• Exercise instructions: Would you please transcribe exactly the lines from the one containing "options = cairo.FontOptions()" through the end of the material below, and only those?

• Records supplied:
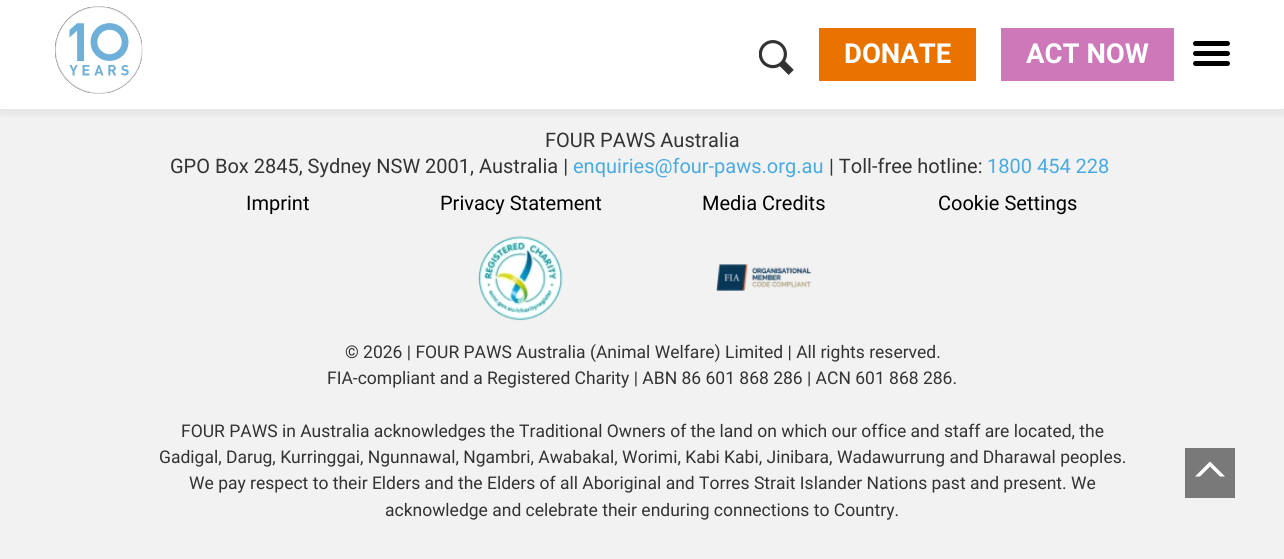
import math
import cairo


def use_color(cr, r, g, b):
  cr.set_source_rgb(r / 255, g / 255, b / 255)

def text(cr, x, y, s, family, size, color, bold=False, italic=False):
  cr.select_font_face(family, cairo.FONT_SLANT_ITALIC if italic else cairo.FONT_SLANT_NORMAL, cairo.FONT_WEIGHT_BOLD if bold else cairo.FONT_WEIGHT_NORMAL)
  cr.set_font_size(size)
  use_color(cr, *color)
  cr.move_to(x, y)
  cr.show_text(s)

def box(cr, x, y, w, h, *color):
  use_color(cr, *color)
  cr.rectangle(x, y, w, h)
  cr.fill()

def round_rect(cr, x, y, w, h, r):
  cr.new_sub_path()
  for i, (u, v) in enumerate([(x + w - r, y + h - r), (x + r, y + h - r), (x + r, y + r), (x + w - r, y + r)]):
    cr.arc(u, v, r, i * math.pi / 2, (i + 1) * math.pi / 2)
  cr.close_path()

def shadow(cr, x, y, w, h, r, blur, alpha):
  cr.push_group_with_content(cairo.CONTENT_ALPHA)
  cr.set_operator(cairo.OPERATOR_SOURCE)
  for i in range(15, -16, -2):
    e = blur * i / 6
    if min(w, h) + 2 * e > 0:
      cr.set_source_rgba(0, 0, 0, alpha * math.erfc((i - 1) / 8.5) / 2)
      round_rect(cr, x - e, y - e, w + 2 * e, h + 2 * e, max(0, min(r + e + blur * .6, min(w, h) / 2 + e)))
      cr.fill()
  cr.mask(cr.pop_group())

def picture(cr, path, x, y, w, h):
  cr.save()
  cr.set_source_surface(cairo.ImageSurface.create_from_png(path), x, y)
  cr.rectangle(x, y, w, h)
  cr.fill()
  cr.restore()

def draw(cr):
  use_color(cr, 242, 242, 242)
  cr.paint()
  use_color(cr, 0, 0, 0)
  shadow(cr, 0, 5, 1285, 110, 0, 2.5, 0.05)
  box(cr, 0, 0, 1284, 109, 255, 255, 255)
  box(cr, 0, 109, 1284, 1, 230, 230, 230)
  picture(cr, "img_01.png", 55, 6, 88, 88)
  picture(cr, "img_02.png", 55, 6, 88, 88)
  picture(cr, "img_03.png", 759, 40, 35, 35)
  box(cr, 819, 28, 157, 53, 234, 115, 0)
  box(cr, 1001, 28, 173, 53, 206, 119, 185)
  use_color(cr, 0, 0, 0)
  round_rect(cr, 1193, 41, 37, 5, 2.5)
  cr.fill()
  round_rect(cr, 1193, 51, 37, 5, 2.5)
  cr.fill()
  round_rect(cr, 1193, 61, 37, 5, 2.5)
  cr.fill()
  picture(cr, "img_04.png", 478, 236, 85, 85)
  picture(cr, "img_05.png", 716, 264, 96, 27)
  box(cr, 1185, 448, 50, 50, 121, 121, 121)
  use_color(cr, 255, 255, 255)
  cr.new_path()
  cr.move_to(1210, 461.5)
  cr.line_to(1225, 476.5)
  cr.line_to(1220, 476.5)
  cr.line_to(1210, 466.5)
  cr.line_to(1200, 476.5)
  cr.line_to(1195, 476.5)
  cr.close_path()
  cr.fill()
  text(cr, 844, 63, "DONATE", "Roboto", 27.5, (255, 255, 255), bold=True)
  text(cr, 1026, 63, "ACT NOW", "Roboto", 27.5, (255, 255, 255), bold=True)
  text(cr, 545, 147, "FOUR PAWS Australia", "Roboto", 20, (51, 51, 51))
  text(cr, 170, 173, "GPO Box 2845, Sydney NSW 2001, Australia |", "Roboto", 20, (51, 51, 51))
  text(cr, 573, 173, "enquiries@four-paws.org.au", "Roboto", 20, (72, 171, 227))
  text(cr, 829, 173, "| Toll-free hotline:", "Roboto", 20, (51, 51, 51))
  text(cr, 987, 173, "1800 454 228", "Roboto", 20, (72, 171, 227))
  text(cr, 246, 210, "Imprint", "Roboto", 20, (0, 0, 0))
  text(cr, 440, 210, "Privacy Statement", "Roboto", 20, (0, 0, 0))
  text(cr, 702, 210, "Media Credits", "Roboto", 20, (0, 0, 0))
  text(cr, 938, 210, "Cookie Settings", "Roboto", 20, (0, 0, 0))
  text(cr, 345, 358, "© 2026 | FOUR PAWS Australia (Animal Welfare) Limited | All rights reserved.", "Roboto", 17.5, (51, 51, 51))
  text(cr, 327, 384, "FIA-compliant and a Registered Charity | ABN 86 601 868 286 | ACN 601 868 286.", "Roboto", 17.5, (51, 51, 51))
  text(cr, 181, 437, "FOUR PAWS in Australia acknowledges the Traditional Owners of the land on which our office and staff are located, the", "Roboto", 17.5, (51, 51, 51))
  text(cr, 159, 463, "Gadigal, Darug, Kurringgai, Ngunnawal, Ngambri, Awabakal, Worimi, Kabi Kabi, Jinibara, Wadawurrung and Dharawal peoples.", "Roboto", 17.5, (51, 51, 51))
  text(cr, 189, 489, "We pay respect to their Elders and the Elders of all Aboriginal and Torres Strait Islander Nations past and present. We", "Roboto", 17.5, (51, 51, 51))
  text(cr, 385, 516, "acknowledge and celebrate their enduring connections to Country.", "Roboto", 17.5, (51, 51, 51))


surface = cairo.ImageSurface(cairo.FORMAT_RGB24, 1284, 559)
cr = cairo.Context(surface)
options = cairo.FontOptions()
options.set_hint_metrics(cairo.HINT_METRICS_OFF)
options.set_hint_style(cairo.HINT_STYLE_NONE)
cr.set_font_options(options)
cr.set_miter_limit(4)
draw(cr)
surface.write_to_png("out.png")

• Expected output:
options = cairo.FontOptions()
options.set_hint_metrics(cairo.HINT_METRICS_OFF)
options.set_hint_style(cairo.HINT_STYLE_NONE)
cr.set_font_options(options)
cr.set_miter_limit(4)
draw(cr)
surface.write_to_png("out.png")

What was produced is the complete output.